_RAW DATA_
=== Section Start ===

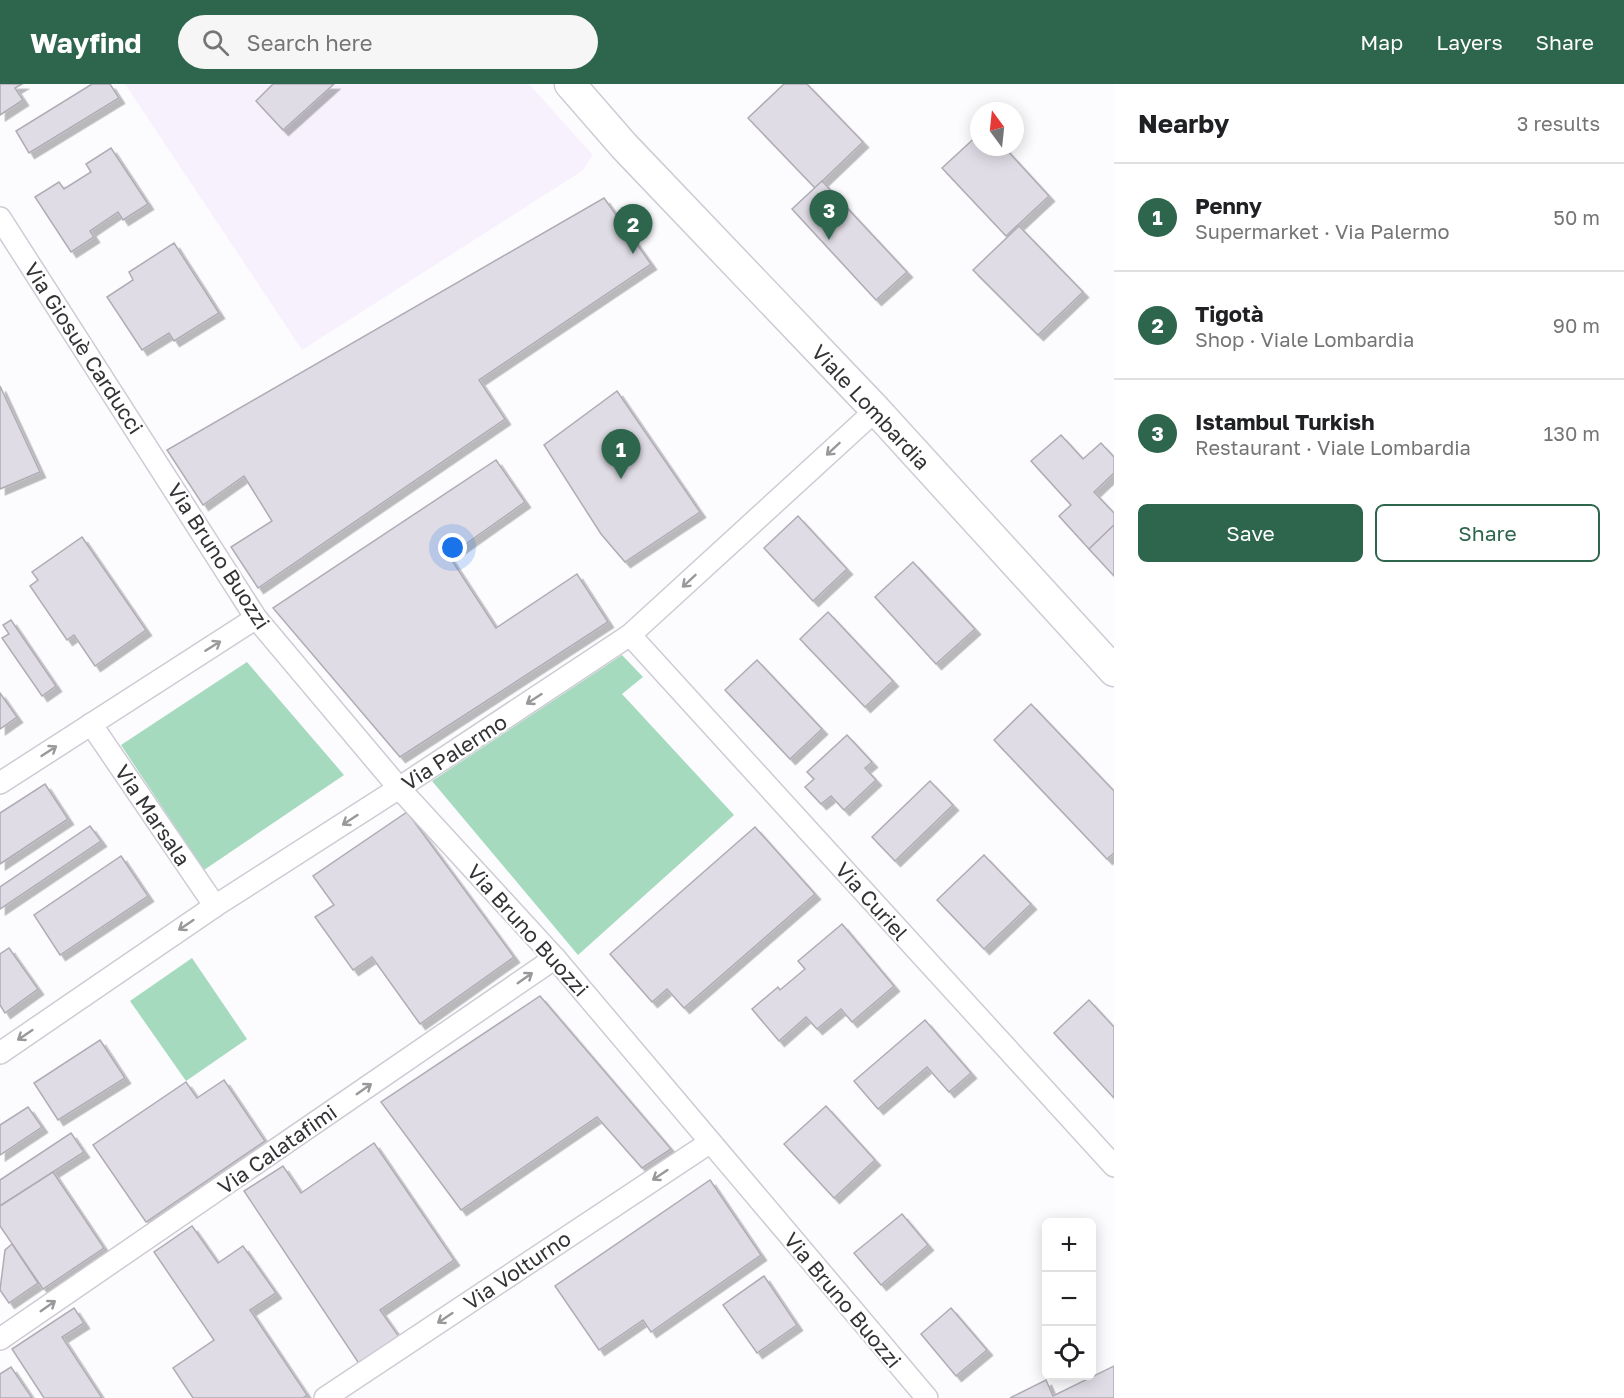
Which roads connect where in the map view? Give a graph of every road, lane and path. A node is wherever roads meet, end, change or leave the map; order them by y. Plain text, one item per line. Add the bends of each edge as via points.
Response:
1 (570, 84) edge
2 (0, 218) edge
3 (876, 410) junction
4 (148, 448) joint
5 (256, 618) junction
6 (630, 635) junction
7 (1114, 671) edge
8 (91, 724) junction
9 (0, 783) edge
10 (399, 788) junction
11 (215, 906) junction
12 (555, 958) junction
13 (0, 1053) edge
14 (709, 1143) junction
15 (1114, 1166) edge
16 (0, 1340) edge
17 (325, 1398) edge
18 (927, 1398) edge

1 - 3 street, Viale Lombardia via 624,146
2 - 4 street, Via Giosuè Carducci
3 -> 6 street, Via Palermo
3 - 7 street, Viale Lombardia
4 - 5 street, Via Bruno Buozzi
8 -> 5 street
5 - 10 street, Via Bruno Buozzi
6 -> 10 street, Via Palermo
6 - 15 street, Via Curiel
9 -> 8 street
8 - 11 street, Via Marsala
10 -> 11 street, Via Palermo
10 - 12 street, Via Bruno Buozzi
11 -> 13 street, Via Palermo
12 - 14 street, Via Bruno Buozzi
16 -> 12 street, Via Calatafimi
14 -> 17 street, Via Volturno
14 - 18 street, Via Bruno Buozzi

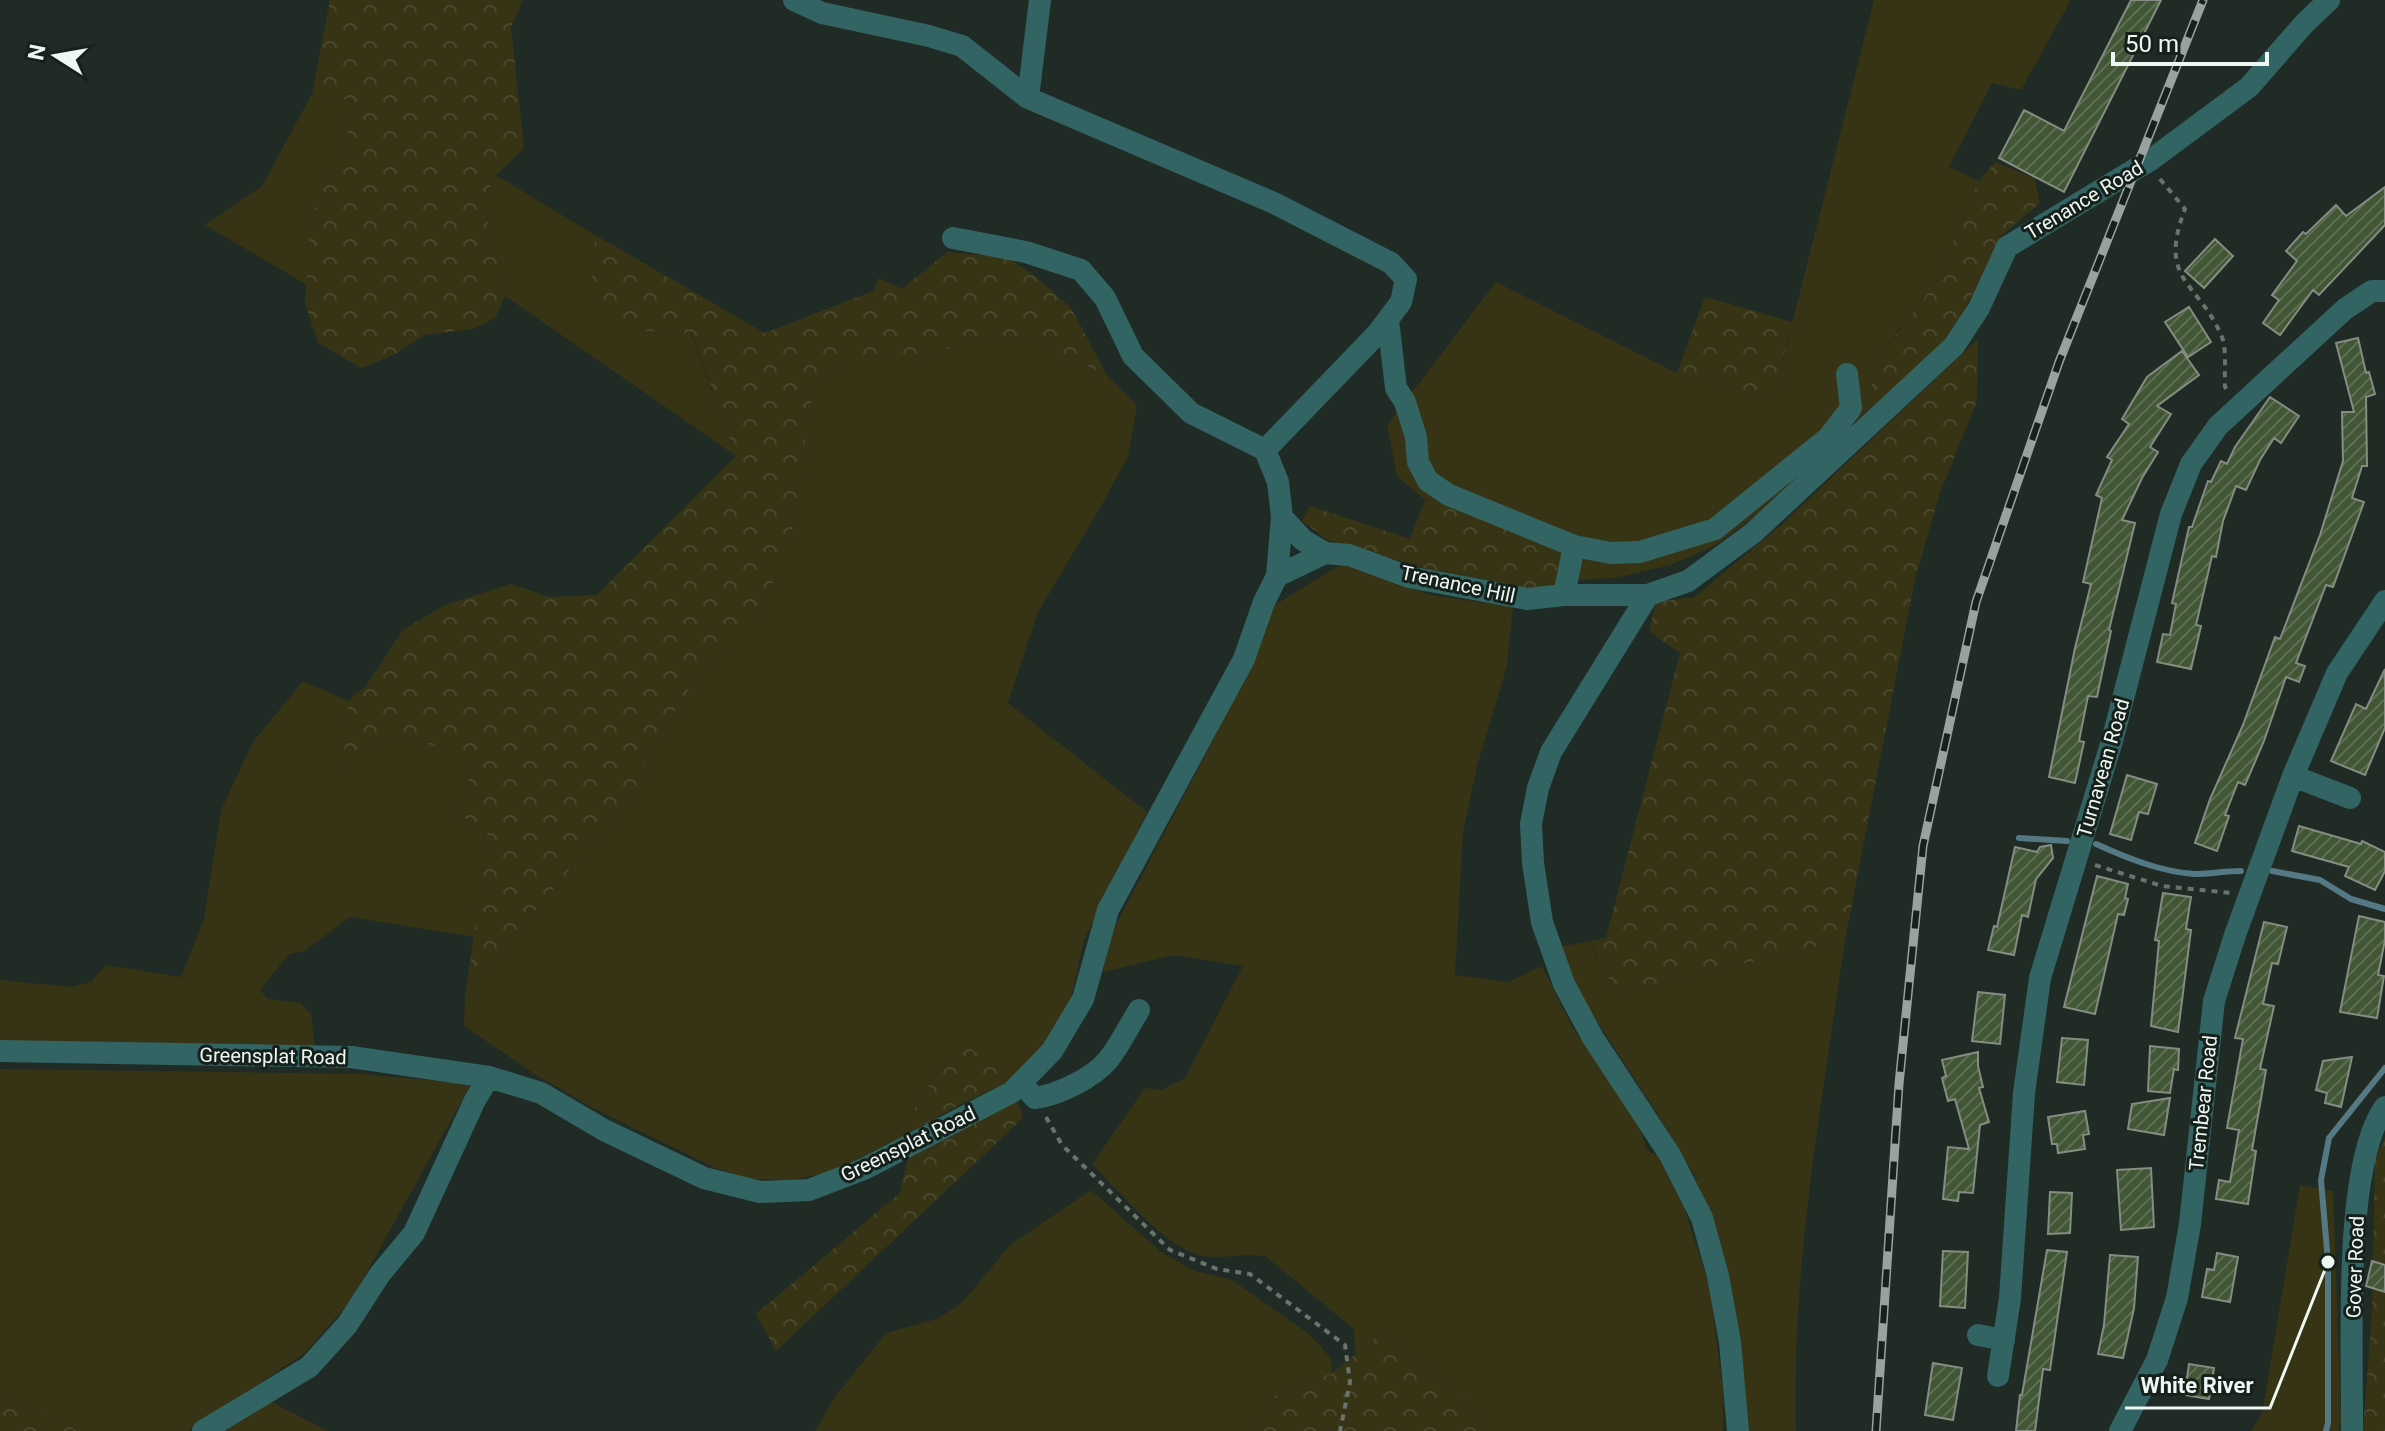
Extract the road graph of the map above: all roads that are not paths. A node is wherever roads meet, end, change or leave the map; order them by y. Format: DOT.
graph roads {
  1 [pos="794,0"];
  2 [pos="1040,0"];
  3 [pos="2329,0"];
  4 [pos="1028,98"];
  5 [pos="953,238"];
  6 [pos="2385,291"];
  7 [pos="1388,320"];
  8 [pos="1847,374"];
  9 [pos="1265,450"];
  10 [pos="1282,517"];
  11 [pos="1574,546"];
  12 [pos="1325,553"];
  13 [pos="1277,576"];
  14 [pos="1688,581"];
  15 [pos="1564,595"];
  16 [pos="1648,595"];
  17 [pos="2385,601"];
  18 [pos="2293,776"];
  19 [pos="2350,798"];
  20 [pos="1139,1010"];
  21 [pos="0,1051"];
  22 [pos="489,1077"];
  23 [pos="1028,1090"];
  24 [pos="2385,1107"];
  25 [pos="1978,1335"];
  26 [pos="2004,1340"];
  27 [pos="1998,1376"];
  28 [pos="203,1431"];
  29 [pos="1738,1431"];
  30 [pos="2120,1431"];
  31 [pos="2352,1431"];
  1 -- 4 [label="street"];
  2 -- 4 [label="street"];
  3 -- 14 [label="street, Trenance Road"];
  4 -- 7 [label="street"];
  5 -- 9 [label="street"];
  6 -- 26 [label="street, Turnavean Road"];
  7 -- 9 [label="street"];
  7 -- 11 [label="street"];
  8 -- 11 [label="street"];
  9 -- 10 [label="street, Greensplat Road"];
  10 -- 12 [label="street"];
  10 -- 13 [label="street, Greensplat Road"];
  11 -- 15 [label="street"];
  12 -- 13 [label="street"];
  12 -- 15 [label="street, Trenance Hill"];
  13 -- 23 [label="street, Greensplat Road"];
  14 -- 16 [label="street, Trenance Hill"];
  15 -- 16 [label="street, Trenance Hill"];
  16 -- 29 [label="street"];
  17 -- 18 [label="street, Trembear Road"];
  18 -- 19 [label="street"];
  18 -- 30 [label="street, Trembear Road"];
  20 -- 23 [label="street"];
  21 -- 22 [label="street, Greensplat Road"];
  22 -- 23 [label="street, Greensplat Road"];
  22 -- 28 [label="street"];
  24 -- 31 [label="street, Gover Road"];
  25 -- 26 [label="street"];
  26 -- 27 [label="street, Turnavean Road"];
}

=== Section End ===

_INSTRUCTIONS TO FOLLOW_
Could every line above be set down exactly, with the pictures omitted?

_EXERCISE SOLUTION_
Which roads connect where in the map view? Give a graph of every road, lane and path. A node is wherever roads meet, end, change or leave the map; order them by y. Plain text, one item per line. Add the bends of each edge as via points.
Response:
1 (570, 84) edge
2 (0, 218) edge
3 (876, 410) junction
4 (148, 448) joint
5 (256, 618) junction
6 (630, 635) junction
7 (1114, 671) edge
8 (91, 724) junction
9 (0, 783) edge
10 (399, 788) junction
11 (215, 906) junction
12 (555, 958) junction
13 (0, 1053) edge
14 (709, 1143) junction
15 (1114, 1166) edge
16 (0, 1340) edge
17 (325, 1398) edge
18 (927, 1398) edge

1 - 3 street, Viale Lombardia via 624,146
2 - 4 street, Via Giosuè Carducci
3 -> 6 street, Via Palermo
3 - 7 street, Viale Lombardia
4 - 5 street, Via Bruno Buozzi
8 -> 5 street
5 - 10 street, Via Bruno Buozzi
6 -> 10 street, Via Palermo
6 - 15 street, Via Curiel
9 -> 8 street
8 - 11 street, Via Marsala
10 -> 11 street, Via Palermo
10 - 12 street, Via Bruno Buozzi
11 -> 13 street, Via Palermo
12 - 14 street, Via Bruno Buozzi
16 -> 12 street, Via Calatafimi
14 -> 17 street, Via Volturno
14 - 18 street, Via Bruno Buozzi

Extract the road graph of the map above: all roads that are not paths. A node is wherever roads meet, end, change or leave the map; order them by y. Format: DOT.
graph roads {
  1 [pos="794,0"];
  2 [pos="1040,0"];
  3 [pos="2329,0"];
  4 [pos="1028,98"];
  5 [pos="953,238"];
  6 [pos="2385,291"];
  7 [pos="1388,320"];
  8 [pos="1847,374"];
  9 [pos="1265,450"];
  10 [pos="1282,517"];
  11 [pos="1574,546"];
  12 [pos="1325,553"];
  13 [pos="1277,576"];
  14 [pos="1688,581"];
  15 [pos="1564,595"];
  16 [pos="1648,595"];
  17 [pos="2385,601"];
  18 [pos="2293,776"];
  19 [pos="2350,798"];
  20 [pos="1139,1010"];
  21 [pos="0,1051"];
  22 [pos="489,1077"];
  23 [pos="1028,1090"];
  24 [pos="2385,1107"];
  25 [pos="1978,1335"];
  26 [pos="2004,1340"];
  27 [pos="1998,1376"];
  28 [pos="203,1431"];
  29 [pos="1738,1431"];
  30 [pos="2120,1431"];
  31 [pos="2352,1431"];
  1 -- 4 [label="street"];
  2 -- 4 [label="street"];
  3 -- 14 [label="street, Trenance Road"];
  4 -- 7 [label="street"];
  5 -- 9 [label="street"];
  6 -- 26 [label="street, Turnavean Road"];
  7 -- 9 [label="street"];
  7 -- 11 [label="street"];
  8 -- 11 [label="street"];
  9 -- 10 [label="street, Greensplat Road"];
  10 -- 12 [label="street"];
  10 -- 13 [label="street, Greensplat Road"];
  11 -- 15 [label="street"];
  12 -- 13 [label="street"];
  12 -- 15 [label="street, Trenance Hill"];
  13 -- 23 [label="street, Greensplat Road"];
  14 -- 16 [label="street, Trenance Hill"];
  15 -- 16 [label="street, Trenance Hill"];
  16 -- 29 [label="street"];
  17 -- 18 [label="street, Trembear Road"];
  18 -- 19 [label="street"];
  18 -- 30 [label="street, Trembear Road"];
  20 -- 23 [label="street"];
  21 -- 22 [label="street, Greensplat Road"];
  22 -- 23 [label="street, Greensplat Road"];
  22 -- 28 [label="street"];
  24 -- 31 [label="street, Gover Road"];
  25 -- 26 [label="street"];
  26 -- 27 [label="street, Turnavean Road"];
}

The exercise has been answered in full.